Le incongruenze sono tante, troppe. «Perché è stato disposto l’isolamento in contrasto con condizioni di salute dal punto di vista psicologico? Su questo vi è una responsabilità. Quando è stato deciso e notificato l’isolamento? Chi era l’operatore del 118 intervenuto per primo sul corpo di Alberico, cosa ha visto, perché ha scritto “morte per cause cardiologiche”? Vogliamo conoscere gli orari di servizio di tutti gli operatori nel carcere di Lucera, vogliamo sapere dov’erano, cosa facevano, cosa hanno visto. Vogliamo sapere se ci sono responsabilità anche dal punto di vista disciplinare o regolamentare, non è tollerabile che a oggi non si sappia ufficialmente la storia delle ultime ore di vita di Alberico di Noia e delle ore immediatamente successive. Queste risposte ancora non ci sono, e se non si dispone l’autopsia significa che non si vuole nemmeno indagare. Era un uomo affidato alle istituzioni, allo Stato, e doveva essere tutelato. Se scopriremo che vi sono delle responsabilità di qualsiasi natura il discorso sarà diverso, ma il silenzio su questa storia è uno scandalo, uno scandalo istituzionale che qualcuno ha deciso».

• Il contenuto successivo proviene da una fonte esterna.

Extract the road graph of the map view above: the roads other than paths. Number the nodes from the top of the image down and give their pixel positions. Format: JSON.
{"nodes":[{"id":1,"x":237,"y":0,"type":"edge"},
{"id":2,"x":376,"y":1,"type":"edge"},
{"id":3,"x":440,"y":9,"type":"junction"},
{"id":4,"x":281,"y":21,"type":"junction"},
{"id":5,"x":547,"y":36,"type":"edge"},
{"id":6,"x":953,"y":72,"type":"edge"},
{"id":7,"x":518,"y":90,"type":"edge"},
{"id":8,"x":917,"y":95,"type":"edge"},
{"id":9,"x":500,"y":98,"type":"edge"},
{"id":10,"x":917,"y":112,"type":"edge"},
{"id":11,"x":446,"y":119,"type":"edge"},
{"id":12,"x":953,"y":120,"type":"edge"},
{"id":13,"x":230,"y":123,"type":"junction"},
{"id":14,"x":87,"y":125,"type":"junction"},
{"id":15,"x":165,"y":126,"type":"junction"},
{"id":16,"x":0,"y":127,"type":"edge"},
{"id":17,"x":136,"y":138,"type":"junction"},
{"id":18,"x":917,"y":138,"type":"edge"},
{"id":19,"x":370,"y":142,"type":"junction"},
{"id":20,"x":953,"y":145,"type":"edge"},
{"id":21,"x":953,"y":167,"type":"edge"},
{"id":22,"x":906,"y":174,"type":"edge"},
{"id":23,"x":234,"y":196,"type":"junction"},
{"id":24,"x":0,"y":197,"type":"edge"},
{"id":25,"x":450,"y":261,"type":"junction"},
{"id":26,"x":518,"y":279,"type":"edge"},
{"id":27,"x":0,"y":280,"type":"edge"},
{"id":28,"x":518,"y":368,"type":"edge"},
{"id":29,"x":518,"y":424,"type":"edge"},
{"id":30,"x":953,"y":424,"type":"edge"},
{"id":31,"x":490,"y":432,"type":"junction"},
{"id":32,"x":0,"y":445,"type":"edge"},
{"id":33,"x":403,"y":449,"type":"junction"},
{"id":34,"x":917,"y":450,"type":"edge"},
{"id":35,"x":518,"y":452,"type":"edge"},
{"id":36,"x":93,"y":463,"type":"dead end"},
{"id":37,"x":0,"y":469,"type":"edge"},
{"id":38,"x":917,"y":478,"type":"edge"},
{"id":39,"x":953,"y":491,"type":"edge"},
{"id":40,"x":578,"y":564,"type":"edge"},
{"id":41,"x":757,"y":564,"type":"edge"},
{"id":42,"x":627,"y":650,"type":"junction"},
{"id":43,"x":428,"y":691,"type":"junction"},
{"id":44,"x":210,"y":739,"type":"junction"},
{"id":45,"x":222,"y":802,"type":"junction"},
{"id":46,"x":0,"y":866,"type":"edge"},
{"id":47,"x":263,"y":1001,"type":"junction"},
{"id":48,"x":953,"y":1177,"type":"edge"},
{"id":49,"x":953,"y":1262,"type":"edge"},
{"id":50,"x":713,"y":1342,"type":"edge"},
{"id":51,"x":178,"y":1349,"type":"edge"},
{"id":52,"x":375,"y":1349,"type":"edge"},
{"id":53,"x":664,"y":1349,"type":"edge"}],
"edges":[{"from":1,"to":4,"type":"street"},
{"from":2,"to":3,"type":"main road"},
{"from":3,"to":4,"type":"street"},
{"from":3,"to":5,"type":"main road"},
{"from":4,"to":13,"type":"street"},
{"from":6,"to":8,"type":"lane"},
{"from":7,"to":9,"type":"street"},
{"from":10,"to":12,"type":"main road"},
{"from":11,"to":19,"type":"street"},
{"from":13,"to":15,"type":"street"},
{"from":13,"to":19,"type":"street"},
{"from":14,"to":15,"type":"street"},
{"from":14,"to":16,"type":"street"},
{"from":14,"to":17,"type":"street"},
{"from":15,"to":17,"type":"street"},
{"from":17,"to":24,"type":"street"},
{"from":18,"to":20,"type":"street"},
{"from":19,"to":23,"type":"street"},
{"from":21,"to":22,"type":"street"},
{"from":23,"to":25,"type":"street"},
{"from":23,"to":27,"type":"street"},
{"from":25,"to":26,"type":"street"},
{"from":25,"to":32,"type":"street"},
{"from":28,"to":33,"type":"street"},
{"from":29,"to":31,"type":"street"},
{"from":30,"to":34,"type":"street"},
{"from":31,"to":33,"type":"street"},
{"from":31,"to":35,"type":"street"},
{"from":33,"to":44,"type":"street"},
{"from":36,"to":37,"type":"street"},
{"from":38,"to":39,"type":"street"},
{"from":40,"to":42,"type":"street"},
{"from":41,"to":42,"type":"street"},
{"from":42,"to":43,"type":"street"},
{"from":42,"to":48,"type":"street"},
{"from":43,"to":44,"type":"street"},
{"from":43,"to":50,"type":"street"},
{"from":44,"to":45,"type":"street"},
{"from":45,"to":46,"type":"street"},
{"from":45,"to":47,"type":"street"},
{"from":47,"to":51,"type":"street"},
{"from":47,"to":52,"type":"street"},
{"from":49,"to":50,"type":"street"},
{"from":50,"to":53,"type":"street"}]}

L’ingresso del carcere di Lucera.

Uno scandalo che, secondo l’avvocato Miccoli, delle responsabilità precise le ha: «Io la colpa non la cerco, io parto dal presupposto contrario, perdonatemi. Alberico di Noia muore perché le istituzioni sono sorde. Io cerco solo la gradazione di colpa. Il colpevole c’è, devo solo graduarlo».